Tuesday, July 26, 2011

BlackBerry Messenger / Google Talk for BlackBerry Save-files

My last post, "BlackBerry Text Message Parsing, AKA, Why I use Linux for Forensics," had unintended but pleasant consequences: it introduced me to BlackBerry forensics expert Shafik Punja.  I really wrote the post to comment on the versatility of the Linux operating system, and fortunately I erred in calling the file that was the subject of my discussion a "BlackBerry Text Message" save file, rather than the BlackBerry Messenger (BBM) save file that it was.

Shafik corrected me and taught me a bit more about the file type that I'll share here in the event that you missed his comments.  BBM messenger does not save message content by default.  It is a user selected option, and only available in BBM v5 and higher.  The files can be saved to the device's internal memory or an installed memory card.  Google Talk has the same save options and defaults as BBM, and also saves in the same basic format.

Shafik asked if I could write a program to parse the files.  I agreed and quickly converted the basic Bash script in my last post to a more complete program.  However, when Shafik tried to run the program in OS X, it failed because OS X and Linux do not utilize the same 'date' command.  I was faced with writing a new program for use in OS X, which I wished to support, or make my current script intelligently determine the OS in which it was running and apply the correct date command syntax.

Nothing seems like a bigger waste to me than to write essentially the same thing twice.  Isn't there a way to write a program that doesn't have to be altered based on the operating system in which it is run, I asked?  Then a little Australian-accented voice of reason reached my conscious thought: why don't you learn python?  For the millionth time: Thank you Michael, good idea.

Michael Cohen, a software engineer at Google and author/maintainer of pyFLAG, AFF4,  and other tools soon to be released, has suggest many times over that I learn python, but I only recently started to do so.  Python is an excellent solution for cross platform programs, and I decided it was time to start.

The BBM / GTalk file format

BBM and GTalk save files are CSV text files with the following basic structure:
Application Name, version[newline]
DateCode, "Sender_ID", "Receiver_ID", Message[newline]
...

The first line of the file is the source application and the application version, separated by a comma. The version is followed by a newline control code.

The remaining lines are formatted thus: the line starts with a DateCode consisting of a 21 digit number. The first 8 digits are the date of the sent message rendered as YYYYMMDD. The remaining 13 digits are Unix epoch time, rendered in milliseconds. In the case of BBM, the sender Hex_ID follows the DateCode, separated by a comma and encapsulated in parenthesis. Similarly, the receiver's Hex_ID follows. For GTalk, the sender and receiver are identified by Google Account ID. Finally, the message, in text, is stored followed by a newline control code.

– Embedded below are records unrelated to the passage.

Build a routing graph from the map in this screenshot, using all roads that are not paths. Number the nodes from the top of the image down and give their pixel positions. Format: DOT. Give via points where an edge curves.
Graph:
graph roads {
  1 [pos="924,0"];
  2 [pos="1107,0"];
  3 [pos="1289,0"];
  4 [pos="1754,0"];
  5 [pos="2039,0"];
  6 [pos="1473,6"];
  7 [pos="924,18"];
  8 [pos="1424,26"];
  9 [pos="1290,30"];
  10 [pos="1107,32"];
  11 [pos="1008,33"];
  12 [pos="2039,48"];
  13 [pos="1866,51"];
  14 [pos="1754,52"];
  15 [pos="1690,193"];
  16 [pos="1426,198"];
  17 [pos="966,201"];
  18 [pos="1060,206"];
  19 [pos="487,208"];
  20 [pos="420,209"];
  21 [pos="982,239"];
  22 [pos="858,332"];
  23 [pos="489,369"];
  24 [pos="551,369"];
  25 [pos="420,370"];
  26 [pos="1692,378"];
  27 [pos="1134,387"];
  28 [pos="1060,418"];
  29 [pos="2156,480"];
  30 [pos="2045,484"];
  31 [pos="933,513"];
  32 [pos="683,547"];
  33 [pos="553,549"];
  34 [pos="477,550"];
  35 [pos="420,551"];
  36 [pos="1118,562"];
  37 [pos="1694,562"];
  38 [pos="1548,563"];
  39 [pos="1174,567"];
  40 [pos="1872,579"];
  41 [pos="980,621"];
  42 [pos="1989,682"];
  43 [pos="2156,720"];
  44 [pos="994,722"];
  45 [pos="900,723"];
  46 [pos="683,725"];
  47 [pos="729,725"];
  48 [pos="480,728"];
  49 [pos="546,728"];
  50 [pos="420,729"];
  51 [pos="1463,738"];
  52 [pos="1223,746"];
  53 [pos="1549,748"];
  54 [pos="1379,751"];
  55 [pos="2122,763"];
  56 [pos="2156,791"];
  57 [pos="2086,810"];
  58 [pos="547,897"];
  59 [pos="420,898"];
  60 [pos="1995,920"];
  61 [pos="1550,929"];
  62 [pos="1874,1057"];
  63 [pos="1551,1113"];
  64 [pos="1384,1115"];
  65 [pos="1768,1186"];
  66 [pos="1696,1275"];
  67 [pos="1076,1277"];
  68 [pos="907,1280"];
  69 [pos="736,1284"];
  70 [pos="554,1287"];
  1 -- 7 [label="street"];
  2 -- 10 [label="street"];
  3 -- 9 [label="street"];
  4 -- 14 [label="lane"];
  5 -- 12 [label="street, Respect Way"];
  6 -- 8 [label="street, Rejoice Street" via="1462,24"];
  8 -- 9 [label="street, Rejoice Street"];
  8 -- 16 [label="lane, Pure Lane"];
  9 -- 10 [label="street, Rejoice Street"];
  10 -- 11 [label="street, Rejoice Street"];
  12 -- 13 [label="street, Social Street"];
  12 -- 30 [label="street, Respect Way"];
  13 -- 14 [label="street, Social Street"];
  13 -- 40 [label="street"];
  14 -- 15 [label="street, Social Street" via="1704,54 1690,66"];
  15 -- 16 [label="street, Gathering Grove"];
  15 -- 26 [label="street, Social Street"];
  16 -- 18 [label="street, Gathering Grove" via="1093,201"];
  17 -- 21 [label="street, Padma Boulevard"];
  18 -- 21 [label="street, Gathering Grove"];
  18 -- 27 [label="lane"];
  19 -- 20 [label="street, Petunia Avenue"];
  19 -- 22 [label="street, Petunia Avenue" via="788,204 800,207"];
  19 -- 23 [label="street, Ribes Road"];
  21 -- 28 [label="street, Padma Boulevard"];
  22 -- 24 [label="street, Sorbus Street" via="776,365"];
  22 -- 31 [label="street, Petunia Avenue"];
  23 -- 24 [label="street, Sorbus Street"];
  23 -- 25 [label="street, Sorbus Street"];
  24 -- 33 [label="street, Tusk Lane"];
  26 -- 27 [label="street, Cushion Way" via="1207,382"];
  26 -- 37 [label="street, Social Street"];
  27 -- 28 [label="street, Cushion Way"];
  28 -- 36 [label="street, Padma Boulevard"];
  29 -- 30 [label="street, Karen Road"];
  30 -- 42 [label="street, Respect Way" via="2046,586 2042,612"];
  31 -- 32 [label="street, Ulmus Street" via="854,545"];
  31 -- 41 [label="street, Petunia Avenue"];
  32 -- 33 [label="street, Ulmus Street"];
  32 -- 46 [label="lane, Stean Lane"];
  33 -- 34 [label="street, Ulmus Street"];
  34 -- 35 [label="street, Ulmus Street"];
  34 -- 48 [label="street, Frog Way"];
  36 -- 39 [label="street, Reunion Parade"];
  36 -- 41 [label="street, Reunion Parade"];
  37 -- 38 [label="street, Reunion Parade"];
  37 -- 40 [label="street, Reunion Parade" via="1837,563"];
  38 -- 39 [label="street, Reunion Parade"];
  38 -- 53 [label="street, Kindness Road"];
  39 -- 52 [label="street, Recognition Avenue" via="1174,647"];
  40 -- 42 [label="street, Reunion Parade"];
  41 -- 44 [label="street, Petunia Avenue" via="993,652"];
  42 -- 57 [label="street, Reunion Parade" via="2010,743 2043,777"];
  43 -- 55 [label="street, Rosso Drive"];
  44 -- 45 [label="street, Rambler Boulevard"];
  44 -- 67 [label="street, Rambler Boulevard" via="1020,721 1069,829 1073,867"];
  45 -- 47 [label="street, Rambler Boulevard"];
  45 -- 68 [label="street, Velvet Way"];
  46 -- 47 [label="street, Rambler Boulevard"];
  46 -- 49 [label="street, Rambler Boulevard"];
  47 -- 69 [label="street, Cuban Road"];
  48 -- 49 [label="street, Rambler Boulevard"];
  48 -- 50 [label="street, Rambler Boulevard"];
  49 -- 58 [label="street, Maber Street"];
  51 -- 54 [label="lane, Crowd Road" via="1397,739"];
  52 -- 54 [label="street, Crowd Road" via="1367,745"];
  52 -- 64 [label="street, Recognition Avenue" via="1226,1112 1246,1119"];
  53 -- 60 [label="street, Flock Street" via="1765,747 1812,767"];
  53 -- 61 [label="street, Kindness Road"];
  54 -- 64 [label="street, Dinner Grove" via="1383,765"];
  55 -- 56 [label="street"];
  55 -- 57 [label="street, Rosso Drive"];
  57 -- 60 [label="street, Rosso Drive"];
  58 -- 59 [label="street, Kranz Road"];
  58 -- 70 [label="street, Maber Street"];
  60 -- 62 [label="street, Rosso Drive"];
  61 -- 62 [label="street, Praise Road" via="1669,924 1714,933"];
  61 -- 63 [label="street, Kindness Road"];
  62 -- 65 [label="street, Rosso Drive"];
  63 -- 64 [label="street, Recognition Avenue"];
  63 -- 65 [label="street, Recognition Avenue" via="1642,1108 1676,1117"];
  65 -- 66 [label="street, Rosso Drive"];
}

One minor issue in rendering the file in a spreadsheet centers on the message field. Messages are not encapsulated in commas; therefore, messages with commas will not format well in spreadsheets without additional spreadsheet configuration. This might not be a problem for one file, but would be a major annoyance for many files (one of my colleagues found 23 BBM save files on an SD card). I determined to encapsulate the message field in quotes to overcome this issue.

The python3 code I settled on follows:
import sys
from time import strftime, localtime

def main(csv):
    line_no = 0
    with open(csv) as db_file:
        for line in db_file:
            if line_no == 0:
                print(line)
                print('Date,DateCode,Sender,Receiver,Message')
                line_no += 1
            else:
                datecode, sender, receiver, message = line.split(',', 3)
                date = int(datecode[8:18])
                date = strftime('%Y-%m-%d %H:%M:%S (%Z)', localtime(date))
                print('"{}",{},"{}","{}","{}"'.format(date, datecode, sender, receiver, message.strip()))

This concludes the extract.